President Obama yesterday showed the nation once again how good he is at explaining complicated things. Next up on his agenda should be an explanation -- or, rather, a clarification -- of his views on presidential power and George W. Bush's counterterrorism legacy.

It's past time for Obama to address his apparent adoption of positions he formerly characterized as extremist, and his suddenly cooling commitment to transparency when it comes to embarrassing secrets left over from the Bush era.

In the past few weeks, we've seen the Obama Justice Department make absurdly broad invocations of the state secrets privilege to protect Bush's spying programs from judicial review. We've seen the administration argue that foreign detainees -- as long as they are being held in Afghanistan rather than at Guantanamo -- can be imprisoned indefinitely without formal charges. We've seen how Obama, after staying out of the debate over accountability for torture and other unlawful legacies of the Bush administration, is now, apparently, taking sides by balking at requests from his own top legal advisers to release incriminating memos.

It's getting increasingly hard to reconcile candidate Obama, who eloquently criticized Bush's executive power overreach, with President Obama. This is especially true because his underlings consistently duck questions, leaving it entirely unclear why he's taking the positions he now takes and what, if anything, made him change his views.

So an explanation is called for from the man himself. And since the first 100 days of an administration are so defining, he ought to do it sometime in the next two weeks.

Supporters who put faith in Obama's campaign pledges to restore the nation's moral authority were heartened by his actions on his first and second full days in office. "Transparency and the rule of law will be the touchstones of this presidency," he declared on Jan. 21. On Jan. 22, he banned torture and ordered the eventual closure of Guantanamo.
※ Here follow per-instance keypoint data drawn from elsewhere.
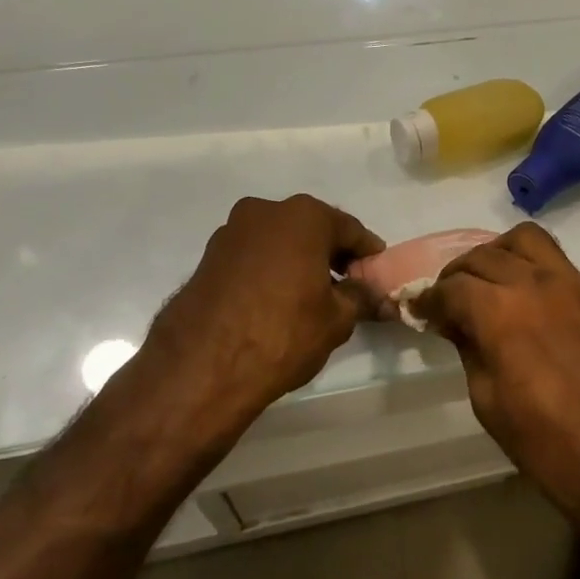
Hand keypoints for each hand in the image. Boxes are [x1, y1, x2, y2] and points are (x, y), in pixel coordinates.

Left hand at [137, 195, 383, 434]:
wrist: (202, 366)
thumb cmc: (283, 333)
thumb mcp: (336, 319)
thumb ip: (360, 298)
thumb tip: (377, 296)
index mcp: (304, 216)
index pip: (349, 229)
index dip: (367, 253)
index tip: (376, 273)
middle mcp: (266, 211)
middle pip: (311, 229)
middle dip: (330, 254)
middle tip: (347, 285)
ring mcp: (231, 232)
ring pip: (279, 241)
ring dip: (297, 260)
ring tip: (309, 297)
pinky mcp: (207, 257)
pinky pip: (252, 257)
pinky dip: (269, 270)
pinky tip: (276, 301)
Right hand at [412, 224, 579, 520]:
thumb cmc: (552, 446)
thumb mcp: (491, 404)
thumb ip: (472, 351)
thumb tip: (459, 325)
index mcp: (500, 313)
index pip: (452, 288)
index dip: (429, 299)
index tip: (420, 310)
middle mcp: (533, 283)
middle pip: (483, 257)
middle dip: (457, 275)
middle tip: (447, 299)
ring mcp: (571, 283)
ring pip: (523, 240)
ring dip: (496, 253)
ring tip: (487, 282)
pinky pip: (554, 258)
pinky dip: (528, 262)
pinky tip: (523, 293)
Some of those same supporters still hope that the administration's more recent actions can be chalked up to bureaucratic inertia and a steep learning curve. Perhaps Obama has a compelling explanation for the evolution of his thinking on these issues. Or perhaps the president, who has on many occasions admitted that he will inevitably make mistakes, could admit he's made some here.

Every day seems to bring more signs of Obama's retreat from his previously stated goals.